» **PROBLEM TO SOLVE**
In the listing below, count each line that contains "wherever". The reply is that count and nothing else.

» **DATA EXTRACT**
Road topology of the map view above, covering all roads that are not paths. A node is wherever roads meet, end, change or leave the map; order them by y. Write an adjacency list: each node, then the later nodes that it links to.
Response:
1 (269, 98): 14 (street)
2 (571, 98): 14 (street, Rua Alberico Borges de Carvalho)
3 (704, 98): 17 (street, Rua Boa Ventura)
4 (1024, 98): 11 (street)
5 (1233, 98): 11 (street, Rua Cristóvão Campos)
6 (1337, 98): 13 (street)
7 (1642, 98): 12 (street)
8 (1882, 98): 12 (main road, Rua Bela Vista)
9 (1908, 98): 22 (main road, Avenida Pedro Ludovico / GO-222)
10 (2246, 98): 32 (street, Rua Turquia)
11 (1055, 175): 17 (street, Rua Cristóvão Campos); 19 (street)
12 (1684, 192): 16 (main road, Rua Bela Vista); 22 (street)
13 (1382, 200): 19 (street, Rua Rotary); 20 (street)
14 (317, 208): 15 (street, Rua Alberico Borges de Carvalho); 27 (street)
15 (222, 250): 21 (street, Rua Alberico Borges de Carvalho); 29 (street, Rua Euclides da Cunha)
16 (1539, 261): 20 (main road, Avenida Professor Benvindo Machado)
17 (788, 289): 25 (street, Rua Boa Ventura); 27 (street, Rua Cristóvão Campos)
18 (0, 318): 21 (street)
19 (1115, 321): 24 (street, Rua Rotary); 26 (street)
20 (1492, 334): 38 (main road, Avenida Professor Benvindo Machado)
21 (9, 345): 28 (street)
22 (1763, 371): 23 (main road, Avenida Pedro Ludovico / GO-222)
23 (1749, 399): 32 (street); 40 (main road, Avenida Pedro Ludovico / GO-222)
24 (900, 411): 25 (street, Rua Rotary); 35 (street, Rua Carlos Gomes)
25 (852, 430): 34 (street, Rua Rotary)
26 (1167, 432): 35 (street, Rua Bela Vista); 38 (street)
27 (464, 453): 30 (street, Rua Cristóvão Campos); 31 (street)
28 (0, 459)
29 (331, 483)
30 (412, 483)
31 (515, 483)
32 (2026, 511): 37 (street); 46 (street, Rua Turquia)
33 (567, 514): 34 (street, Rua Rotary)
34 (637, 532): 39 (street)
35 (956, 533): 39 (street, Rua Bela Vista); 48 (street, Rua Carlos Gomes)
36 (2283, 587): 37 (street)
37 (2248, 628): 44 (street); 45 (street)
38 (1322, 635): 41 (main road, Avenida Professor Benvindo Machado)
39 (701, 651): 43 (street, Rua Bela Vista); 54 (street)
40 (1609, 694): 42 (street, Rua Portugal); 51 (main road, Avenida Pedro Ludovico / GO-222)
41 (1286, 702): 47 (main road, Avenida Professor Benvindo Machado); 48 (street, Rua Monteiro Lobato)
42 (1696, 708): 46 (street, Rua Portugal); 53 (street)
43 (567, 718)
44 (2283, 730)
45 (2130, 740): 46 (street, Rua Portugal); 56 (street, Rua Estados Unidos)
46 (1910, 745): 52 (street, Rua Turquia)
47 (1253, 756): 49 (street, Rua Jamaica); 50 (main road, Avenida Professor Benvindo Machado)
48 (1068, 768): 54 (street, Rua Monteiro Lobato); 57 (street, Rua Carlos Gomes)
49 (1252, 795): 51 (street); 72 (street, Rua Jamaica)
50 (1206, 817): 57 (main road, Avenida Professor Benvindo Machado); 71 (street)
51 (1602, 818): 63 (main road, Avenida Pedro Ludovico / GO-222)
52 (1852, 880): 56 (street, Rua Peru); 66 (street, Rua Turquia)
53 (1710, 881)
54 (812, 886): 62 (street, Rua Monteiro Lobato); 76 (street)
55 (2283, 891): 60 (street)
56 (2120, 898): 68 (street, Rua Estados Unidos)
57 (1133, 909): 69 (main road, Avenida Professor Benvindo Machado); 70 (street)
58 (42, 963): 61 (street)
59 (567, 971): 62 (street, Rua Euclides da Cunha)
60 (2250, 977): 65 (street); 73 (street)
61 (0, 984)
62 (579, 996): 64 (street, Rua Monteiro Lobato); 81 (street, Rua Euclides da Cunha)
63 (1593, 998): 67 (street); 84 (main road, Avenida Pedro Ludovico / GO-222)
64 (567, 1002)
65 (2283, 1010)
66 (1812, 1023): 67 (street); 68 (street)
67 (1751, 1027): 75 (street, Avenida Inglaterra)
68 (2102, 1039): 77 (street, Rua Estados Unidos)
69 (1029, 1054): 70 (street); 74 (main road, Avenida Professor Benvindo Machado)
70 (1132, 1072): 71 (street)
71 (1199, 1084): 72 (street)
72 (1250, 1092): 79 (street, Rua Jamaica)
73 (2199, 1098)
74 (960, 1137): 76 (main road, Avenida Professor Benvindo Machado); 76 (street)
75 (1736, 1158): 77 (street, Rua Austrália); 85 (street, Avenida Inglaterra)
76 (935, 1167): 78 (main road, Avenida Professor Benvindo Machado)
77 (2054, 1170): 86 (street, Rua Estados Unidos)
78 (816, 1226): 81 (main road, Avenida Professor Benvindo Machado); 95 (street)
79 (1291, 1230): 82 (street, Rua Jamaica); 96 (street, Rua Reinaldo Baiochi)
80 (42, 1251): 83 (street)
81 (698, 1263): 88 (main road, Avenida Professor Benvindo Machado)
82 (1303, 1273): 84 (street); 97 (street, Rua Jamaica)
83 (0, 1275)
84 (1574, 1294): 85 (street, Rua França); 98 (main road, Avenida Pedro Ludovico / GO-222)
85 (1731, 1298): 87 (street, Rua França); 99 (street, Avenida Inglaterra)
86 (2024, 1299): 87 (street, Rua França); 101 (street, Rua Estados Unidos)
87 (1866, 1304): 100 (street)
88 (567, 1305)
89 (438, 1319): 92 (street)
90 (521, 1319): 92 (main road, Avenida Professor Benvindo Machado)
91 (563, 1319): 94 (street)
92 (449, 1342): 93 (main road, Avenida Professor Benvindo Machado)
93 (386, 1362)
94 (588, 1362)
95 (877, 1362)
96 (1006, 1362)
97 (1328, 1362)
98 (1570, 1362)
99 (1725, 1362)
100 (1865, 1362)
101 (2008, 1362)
* * *
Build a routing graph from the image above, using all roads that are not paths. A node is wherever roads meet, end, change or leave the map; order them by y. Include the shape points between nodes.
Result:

» **ANSWER TO THIS PROBLEM**
2